Spiritual progressives, unlike their liberal counterparts, understand that political rights and economic entitlements while important are not what people are actually craving.
To successfully transform our society from its current obsession with acquiring material goods, we need to help connect people with their deepest yearnings for a world of meaning and purpose. Simultaneously, we need to provide a framework for concrete political proposals that are grounded in spiritual principles as a counter to the one-dimensionality of many liberal proposals.
We call this a New Bottom Line—one that counters the emphasis on money and power and instead judges the rationality, efficiency, and productivity of our institutions, corporations, legislation, social practices, health care system, schools, legal system, and social policies by how much love, compassion, kindness, generosity, and ethical and ecological sensitivity they inculcate within us. The New Bottom Line places priority on the extent to which institutions and policies nurture our capacity to respond to other human beings as embodiments of the sacred and to respond to the grandeur of the universe with gratitude, awe, and wonder. If we embrace this New Bottom Line as we interact with others, then instead of seeing others as a means to our own ends, we will create a world in which we see and value one another’s humanity. To the extent that our economic, political and social arrangements are in fact governed by this New Bottom Line, we will begin to rebuild trust in each other’s goodness and start to believe that compassion and kindness can flourish not only in our homes, but in our communities and workplaces as well.
Seeking a world that embodies this New Bottom Line is the central message of the Network of Spiritual Progressives (NSP). Rejecting the “common sense” of capitalist society that human beings are primarily motivated by their narrow material self-interest (or as a prominent Democratic Party strategist put it, “it’s the economy stupid”) we call for liberals and progressives to affirm the psychological, ethical and spiritual dimensions of humanity which have been stymied and unfulfilled in self-described capitalist and socialist societies, and largely ignored by liberal and conservative public policies in most Western countries. Our Path to a World of Love and Justice is a way of establishing this New Bottom Line, which transcends traditional left/right dichotomies and enables us to envision a new kind of political movement that could actually win majority support for a program of healing and transforming our world.
Spiritual progressives know that progressive economic and political demands will never be fully embraced by the American majority until we address the feelings of inadequacy and powerlessness felt by so many people. To do so, we must become sensitive to the deep (though sometimes unconscious) hunger that people have for a loving world in which our lives have some higher meaning beyond the accumulation of money or power. Spiritual progressives seek to build a world that nurtures these fundamental yearnings. We recognize that doing so requires both internal transformation and a fundamental reshaping of our economic system, political system, and societal practices.

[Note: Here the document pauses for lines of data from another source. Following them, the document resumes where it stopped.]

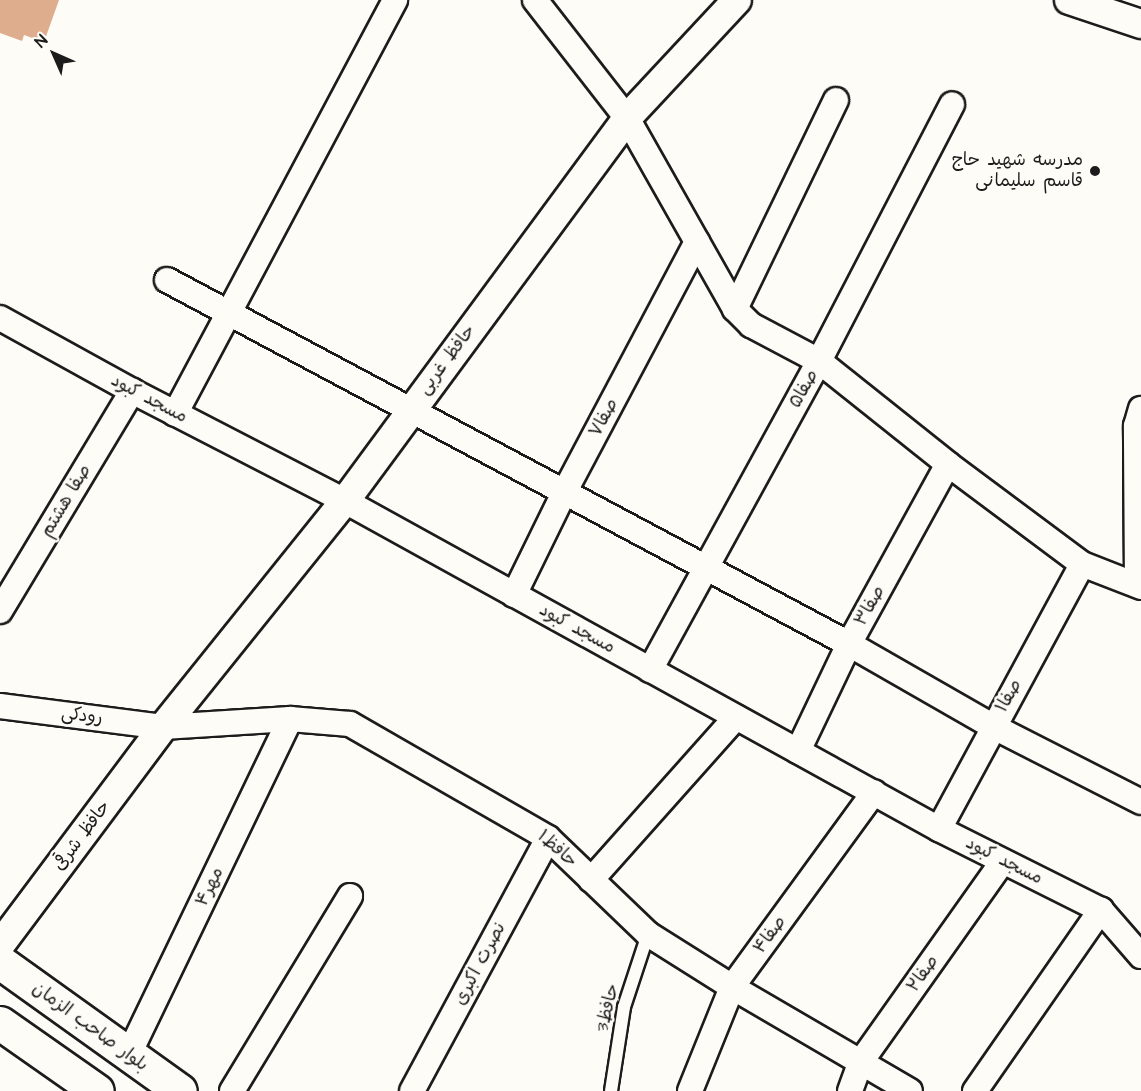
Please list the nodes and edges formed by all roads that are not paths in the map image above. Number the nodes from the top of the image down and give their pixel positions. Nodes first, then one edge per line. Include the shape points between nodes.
1 (395, 0) edge
2 (535, 0) edge
3 (737, 0) edge
4 (1069, 0) edge
5 (1109, 6) edge
6 (1141, 24) edge
7 (836, 100) dead end
8 (952, 104) dead end
9 (627, 118) junction
10 (698, 242) junction
11 (167, 280) dead end
12 (735, 309) junction
13 (229, 313) junction
14 (0, 318) edge
15 (819, 361) junction
16 (132, 391) junction
17 (1141, 409) edge
18 (409, 411) junction
19 (175, 414) junction
20 (948, 464) junction
21 (565, 491) junction
22 (345, 501) junction
23 (1082, 564) junction
24 (706, 567) junction
25 (1139, 586) edge
26 (514, 595) junction
27 (0, 611) edge
28 (849, 644) junction
29 (651, 670) junction
30 (0, 706) edge
31 (735, 717) junction
32 (290, 719) junction
33 (992, 726) junction
34 (163, 727) junction
35 (798, 751) junction
36 (874, 792) junction
37 (1141, 802) edge
38 (939, 829) junction
39 (548, 837) junction
40 (1003, 861) junction
41 (591, 880) junction
42 (350, 896) dead end
43 (1101, 910) junction
44 (648, 934) junction
45 (0, 945) edge
46 (1141, 955) edge
47 (0, 962) edge
48 (732, 987) junction
49 (0, 1023) edge
50 (129, 1054) junction
51 (860, 1064) junction
52 (97, 1091) edge
53 (180, 1091) edge
54 (232, 1091) edge
55 (412, 1091) edge
56 (611, 1091) edge
57 (690, 1091) edge
58 (850, 1091) edge
59 (910, 1091) edge
60 (975, 1091) edge

1 - 13 street
2 - 9 street
3 - 9 street, حافظ غربی
4 - 5 street
5 - 6 street
7 - 12 street
8 - 15 street, صفا۵
9 - 10 street
9 - 18 street, حافظ غربی
10 - 12 street
10 - 21 street, صفا۷
11 - 13 street
12 - 15 street via 751,325
13 - 18 street
13 - 19 street
14 - 16 street, مسجد کبود
15 - 20 street
15 - 24 street, صفا۵
16 - 19 street, مسجد کبود
16 - 27 street, صفا هشتم
17 - 25 street via 1136,426
18 - 21 street
18 - 22 street, حافظ غربی
19 - 22 street, مسجد کبود
20 - 23 street
20 - 28 street, صفا۳
21 - 24 street
21 - 26 street, صفا۷
22 - 26 street, مسجد کبود
22 - 34 street, حافظ غربی
23 - 25 street
23 - 33 street, صفا۱
24 - 28 street
24 - 29 street, صفا۵
26 - 29 street, مسجد کبود
28 - 33 street
28 - 35 street, صفا۳
29 - 31 street, مسجد کبود
30 - 34 street, رودکی
31 - 35 street, مسجد کبود
31 - 41 street
32 - 34 street, حافظ۱
32 - 39 street, حافظ۱ via 350,724
32 - 50 street, مهر۴
33 - 37 street
33 - 38 street, صفا۱
34 - 45 street, حافظ شرقی
35 - 36 street, مسجد کبود
36 - 38 street, مسجد کبود
36 - 48 street, صفا۴
38 - 40 street, مسجد کبود
39 - 41 street, حافظ۱
39 - 55 street, نصرت اکبری
40 - 43 street, مسجد کبود
40 - 51 street, صفا۲
41 - 44 street, حافظ۱
42 - 54 street
43 - 46 street, مسجد کبود
43 - 60 street
44 - 48 street, حافظ۱
44 - 56 lane, حافظ3 via 624,1007
47 - 50 main road, بلوار صاحب الزمان
48 - 51 street, حافظ۱
48 - 57 street, صفا۴
49 - 52 main road
50 - 53 main road, بلوار صاحب الزمان
51 - 58 street, صفا۲
51 - 59 street, حافظ۱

We affirm the deep desire and yearning of human beings to live in a world in which we are deeply appreciated, loved, cared for, respected and treated as embodiments of the sacred. But we recognize that human beings are complex and at times have competing and contradictory desires. We are sadly aware of the cruelty, hurtfulness, selfishness and pain that gets communicated from generation to generation, not only in the inheritance we have from parents who themselves felt under-recognized and without the love that they deserved and needed, but also from the institutions and social practices that often powerfully reproduce that cruelty and hurtfulness. We know that the changes we wish to see in the world require multiple levels of tikkun (the healing and transformation of our world) – psychological, spiritual, intellectual, economic and political. We are not Pollyannaish about how easy it will be to achieve these transformations.
But we have no choice but to try. Here’s why:
The current economic and political system has created an unprecedented environmental crisis that is wreaking havoc on peoples’ lives and has the potential to destroy the life support system of the planet. As the crisis intensifies, the powerful, rather than transforming the system that is destroying the planet, may instead rally support for their system by further undermining democratic and human rights and imposing authoritarian or even fascistic forms of rule. In the face of this reality, the struggle for a New Bottom Line becomes the most rational way to advance societal and global consciousness so we can build an effective movement to reshape political, economic and social structures.